MATERIAL FOR THE TASK:
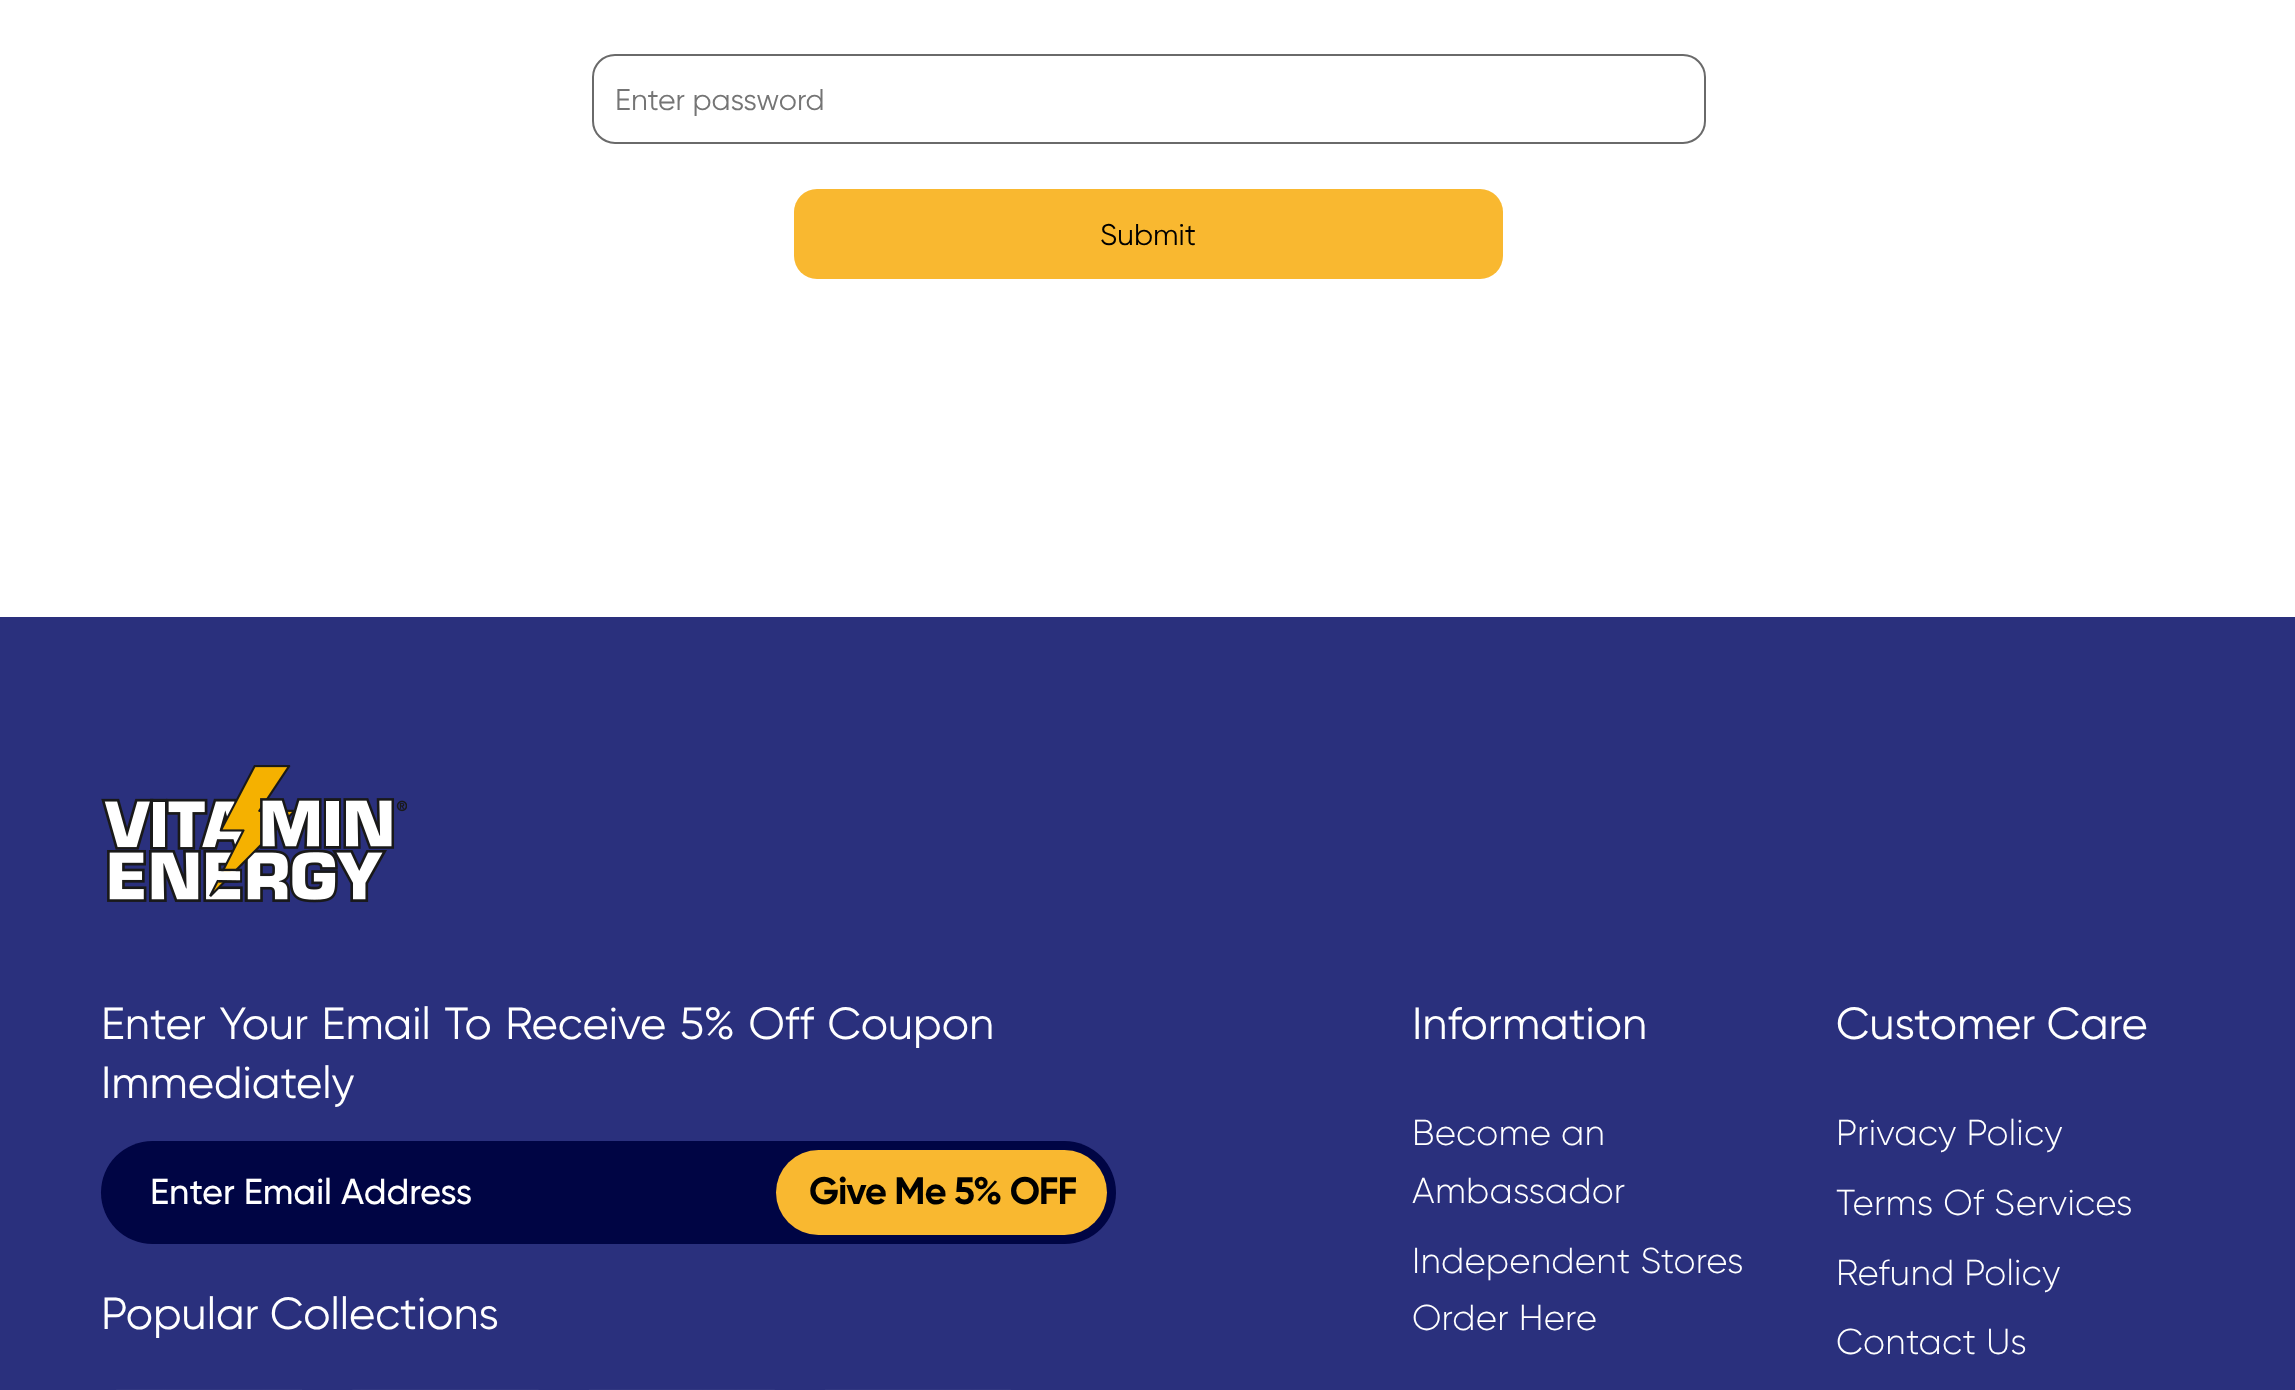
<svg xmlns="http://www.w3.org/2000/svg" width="2295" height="1390">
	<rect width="100%" height="100%" fill="#FFFFFF" />
	<rect x="593" y="55" width="1112" height="88" rx="22" fill="none" stroke="#6A6A6A" stroke-width="2" />
	<text x="615" y="110" font-family="Gilroy" font-size="30" fill="#757575">Enter password</text>
	<rect x="794" y="189" width="709" height="90" rx="23" fill="#F9B830" />
	<text x="1100" y="245" font-family="Gilroy" font-size="30" fill="#000000">Submit</text>
	<rect x="0" y="617" width="2295" height="773" fill="#2A307D" />
	<image x="101" y="765" width="306" height="138" href="assets/img1.png" />
	<g font-family="Gilroy" font-size="45" fill="#FFFFFF">
		<text x="101" y="1039" word-spacing="2.25">Enter Your Email To Receive 5% Off Coupon</text>
		<text x="101" y="1098">Immediately</text>
	</g>
	<rect x="101" y="1141" width="1015" height="103" rx="51.5" fill="#000544" />
	<text x="150" y="1204" font-family="Gilroy" font-size="36" font-weight="500" fill="#FFFFFF">Enter Email Address</text>
	<rect x="776" y="1150" width="331" height="85" rx="42.5" fill="#F9B830" />
	<text x="809" y="1204" font-family="Gilroy" font-size="38.25" font-weight="700" letter-spacing="-1.1" fill="#000000">Give Me 5% OFF</text>
	<text x="101" y="1329" font-family="Gilroy" font-size="45" fill="#FFFFFF">Popular Collections</text>
	<image x="116" y="1389" width="186" height="1" href="assets/img2.png" />
	<image x="352" y="1389" width="187" height="1" href="assets/img3.png" />
	<image x="589" y="1389" width="186" height="1" href="assets/img4.png" />
	<image x="825" y="1389" width="186" height="1" href="assets/img5.png" />
	<text x="1412" y="1039" font-family="Gilroy" font-size="45" fill="#FFFFFF">Information</text>
	<g font-family="Gilroy" font-size="36" font-weight="300" letter-spacing="0.25" fill="#FFFFFF">
		<text x="1412" y="1145">Become an</text>
		<text x="1412" y="1203">Ambassador</text>
		<text x="1412" y="1273">Independent Stores</text>
		<text x="1412" y="1330">Order Here</text>
	</g>
	<text x="1836" y="1039" font-family="Gilroy" font-size="45" fill="#FFFFFF">Customer Care</text>
	<g font-family="Gilroy" font-size="36" font-weight="300" letter-spacing="0.25" fill="#FFFFFF">
		<text x="1836" y="1145">Privacy Policy</text>
		<text x="1836" y="1215">Terms Of Services</text>
		<text x="1836" y="1285">Refund Policy</text>
		<text x="1836" y="1354">Contact Us</text>
	</g>
</svg>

PROBLEM TO WORK ON:
Report how many lines above hold the string "assets", giving nothing but the number.

TASK ANSWER:
5